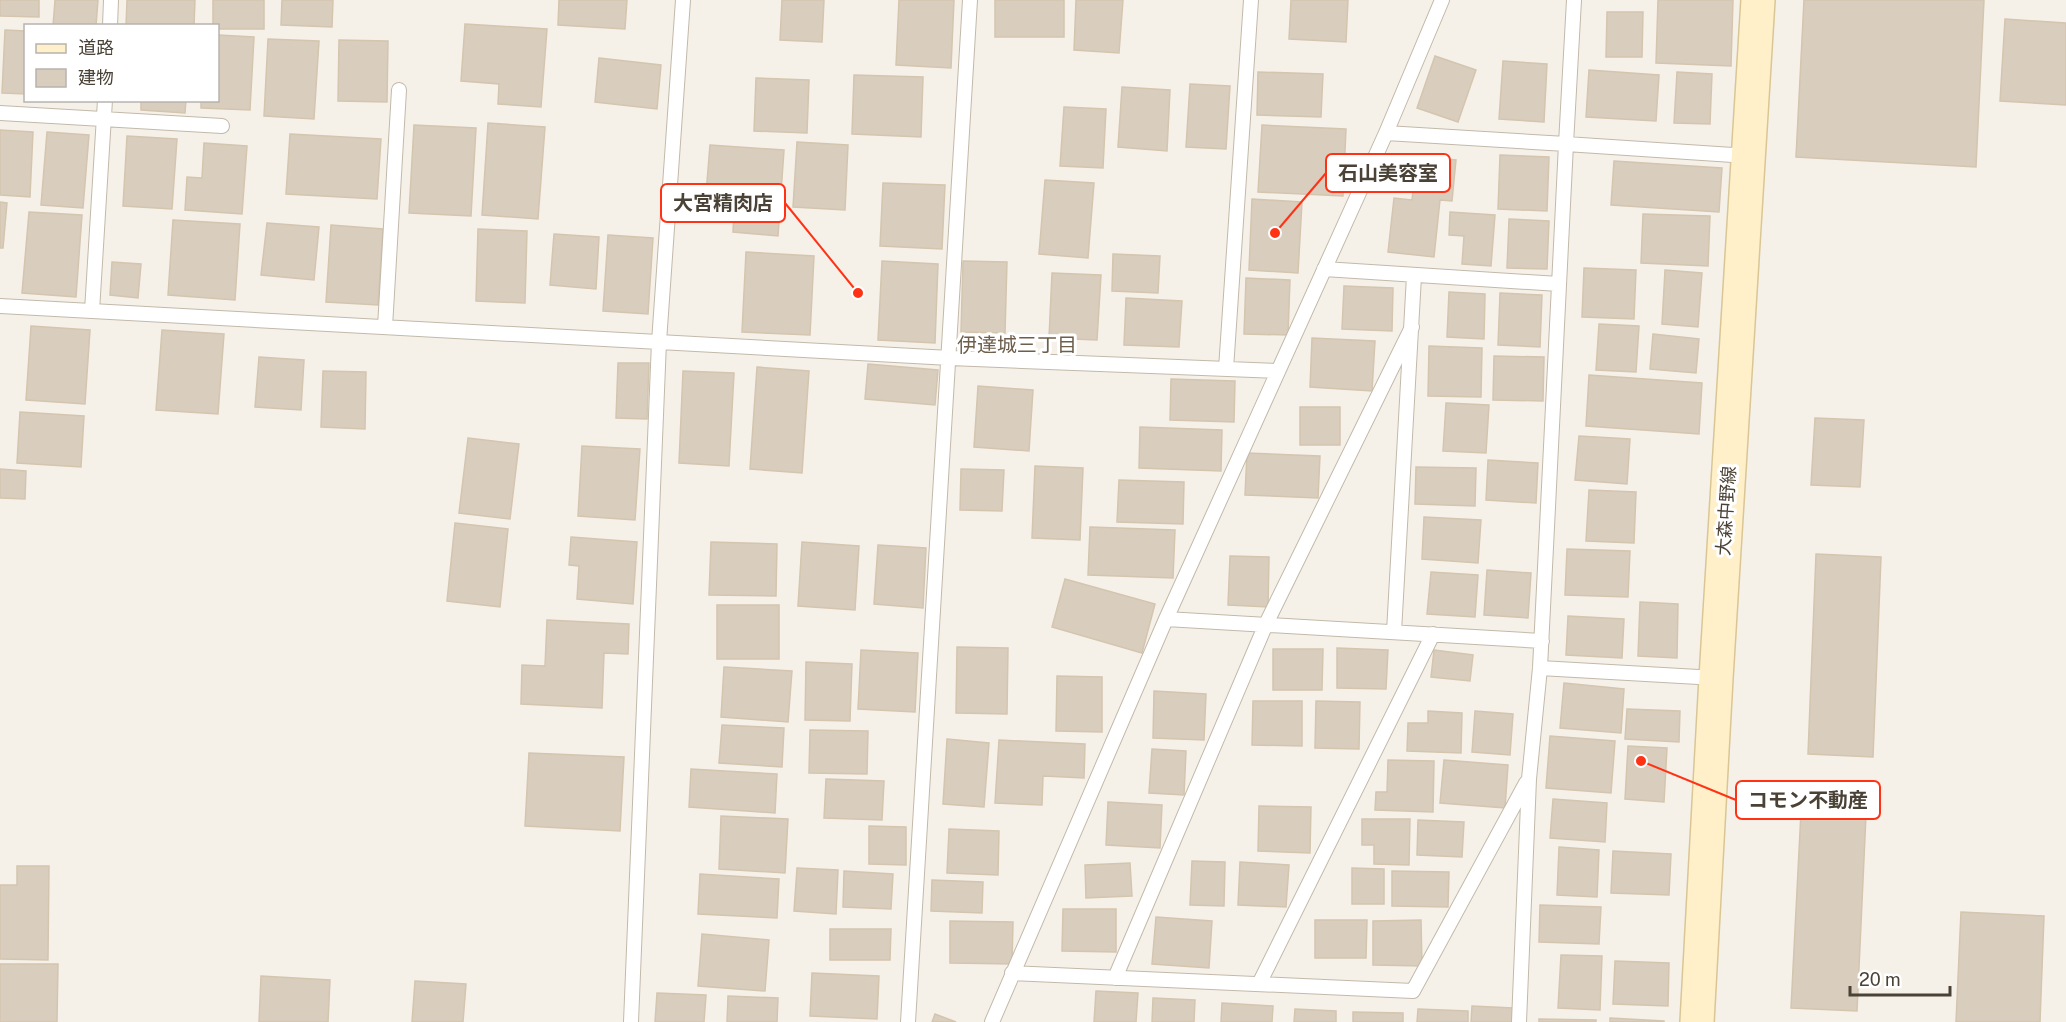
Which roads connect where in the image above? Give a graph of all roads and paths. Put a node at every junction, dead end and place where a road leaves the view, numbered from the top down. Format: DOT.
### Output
graph roads {
  1 [pos="111,0"];
  2 [pos="683,0"];
  3 [pos="970,0"];
  4 [pos="1251,0"];
  5 [pos="1442,0"];
  6 [pos="1574,0"];
  7 [pos="1758,0"];
  8 [pos="110,24"];
  9 [pos="399,90"];
  10 [pos="105,102"];
  11 [pos="0,113"];
  12 [pos="104,121"];
  13 [pos="222,126"];
  14 [pos="1386,133"];
  15 [pos="1566,144"];
  16 [pos="1748,156"];
  17 [pos="1324,270"];
  18 [pos="1414,276"];
  19 [pos="1559,284"];
  20 [pos="0,306"];
  21 [pos="92,311"];
  22 [pos="385,327"];
  23 [pos="1412,327"];
  24 [pos="660,342"];
  25 [pos="950,358"];
  26 [pos="1226,369"];
  27 [pos="1277,371"];
  28 [pos="1166,618"];
  29 [pos="1266,624"];
  30 [pos="1394,632"];
  31 [pos="1433,634"];
  32 [pos="1542,641"];
  33 [pos="1540,668"];
  34 [pos="1716,678"];
  35 [pos="1529,779"];
  36 [pos="1012,973"];
  37 [pos="1115,978"];
  38 [pos="1259,984"];
  39 [pos="631,1022"];
  40 [pos="908,1022"];
  41 [pos="992,1022"];
  42 [pos="1519,1022"];
  43 [pos="1697,1022"];
  1 -- 8 [label="lane"];
  2 -- 24 [label="lane"];
  3 -- 25 [label="lane"];
  4 -- 26 [label="lane"];
  5 -- 14 [label="lane"];
  6 -- 15 [label="lane"];
  7 -- 16 [label="main road, 大森中野線"];
  9 -- 22 [label="lane"];
  10 -- 12 [label="lane"];
  11 -- 12 [label="lane"];
  12 -- 13 [label="lane"];
  12 -- 21 [label="lane"];
  14 -- 15 [label="lane"];
  14 -- 17 [label="lane"];
  15 -- 16 [label="lane"];
  15 -- 19 [label="lane"];
  16 -- 34 [label="main road, 大森中野線"];
  17 -- 18 [label="lane"];
  17 -- 27 [label="lane"];
  18 -- 19 [label="lane"];
  18 -- 23 [label="lane"];
  19 -- 32 [label="lane"];
  20 -- 21 [label="lane"];
  21 -- 22 [label="lane"];
  22 -- 24 [label="lane"];
  23 -- 29 [label="lane"];
  23 -- 30 [label="lane"];
  24 -- 25 [label="lane"];
  24 -- 39 [label="lane"];
  25 -- 26 [label="lane"];
  25 -- 40 [label="lane"];
  26 -- 27 [label="lane"];
  27 -- 28 [label="lane"];
  28 -- 29 [label="lane"];
  28 -- 36 [label="lane"];
  29 -- 30 [label="lane"];
  29 -- 37 [label="lane"];
  30 -- 31 [label="lane"];
  31 -- 32 [label="lane"];
  31 -- 38 [label="lane"];
  32 -- 33 [label="lane"];
  33 -- 34 [label="lane"];
  33 -- 35 [label="lane"];
  34 -- 43 [label="main road, 大森中野線"];
  35 -- 38 [label="lane"];
  35 -- 42 [label="lane"];
  36 -- 37 [label="lane"];
  36 -- 41 [label="lane"];
  37 -- 38 [label="lane"];
}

----------------

Please set the data above down exactly, with the pictures removed.

Which roads connect where in the image above? Give a graph of all roads and paths. Put a node at every junction, dead end and place where a road leaves the view, numbered from the top down. Format: DOT.
### Output
graph roads {
  1 [pos="111,0"];
  2 [pos="683,0"];
  3 [pos="970,0"];
  4 [pos="1251,0"];
  5 [pos="1442,0"];
  6 [pos="1574,0"];
  7 [pos="1758,0"];
  8 [pos="110,24"];
  9 [pos="399,90"];
  10 [pos="105,102"];
  11 [pos="0,113"];
  12 [pos="104,121"];
  13 [pos="222,126"];
  14 [pos="1386,133"];
  15 [pos="1566,144"];
  16 [pos="1748,156"];
  17 [pos="1324,270"];
  18 [pos="1414,276"];
  19 [pos="1559,284"];
  20 [pos="0,306"];
  21 [pos="92,311"];
  22 [pos="385,327"];
  23 [pos="1412,327"];
  24 [pos="660,342"];
  25 [pos="950,358"];
  26 [pos="1226,369"];
  27 [pos="1277,371"];
  28 [pos="1166,618"];
  29 [pos="1266,624"];
  30 [pos="1394,632"];
  31 [pos="1433,634"];
  32 [pos="1542,641"];
  33 [pos="1540,668"];
  34 [pos="1716,678"];
  35 [pos="1529,779"];
  36 [pos="1012,973"];
  37 [pos="1115,978"];
  38 [pos="1259,984"];
  39 [pos="631,1022"];
  40 [pos="908,1022"];
  41 [pos="992,1022"];
  42 [pos="1519,1022"];
  43 [pos="1697,1022"];
  1 -- 8 [label="lane"];
  2 -- 24 [label="lane"];
  3 -- 25 [label="lane"];
  4 -- 26 [label="lane"];
  5 -- 14 [label="lane"];
  6 -- 15 [label="lane"];
  7 -- 16 [label="main road, 大森中野線"];
  9 -- 22 [label="lane"];
  10 -- 12 [label="lane"];
  11 -- 12 [label="lane"];
  12 -- 13 [label="lane"];
  12 -- 21 [label="lane"];
  14 -- 15 [label="lane"];
  14 -- 17 [label="lane"];
  15 -- 16 [label="lane"];
  15 -- 19 [label="lane"];
  16 -- 34 [label="main road, 大森中野線"];
  17 -- 18 [label="lane"];
  17 -- 27 [label="lane"];
  18 -- 19 [label="lane"];
  18 -- 23 [label="lane"];
  19 -- 32 [label="lane"];
  20 -- 21 [label="lane"];
  21 -- 22 [label="lane"];
  22 -- 24 [label="lane"];
  23 -- 29 [label="lane"];
  23 -- 30 [label="lane"];
  24 -- 25 [label="lane"];
  24 -- 39 [label="lane"];
  25 -- 26 [label="lane"];
  25 -- 40 [label="lane"];
  26 -- 27 [label="lane"];
  27 -- 28 [label="lane"];
  28 -- 29 [label="lane"];
  28 -- 36 [label="lane"];
  29 -- 30 [label="lane"];
  29 -- 37 [label="lane"];
  30 -- 31 [label="lane"];
  31 -- 32 [label="lane"];
  31 -- 38 [label="lane"];
  32 -- 33 [label="lane"];
  33 -- 34 [label="lane"];
  33 -- 35 [label="lane"];
  34 -- 43 [label="main road, 大森中野線"];
  35 -- 38 [label="lane"];
  35 -- 42 [label="lane"];
  36 -- 37 [label="lane"];
  36 -- 41 [label="lane"];
  37 -- 38 [label="lane"];
}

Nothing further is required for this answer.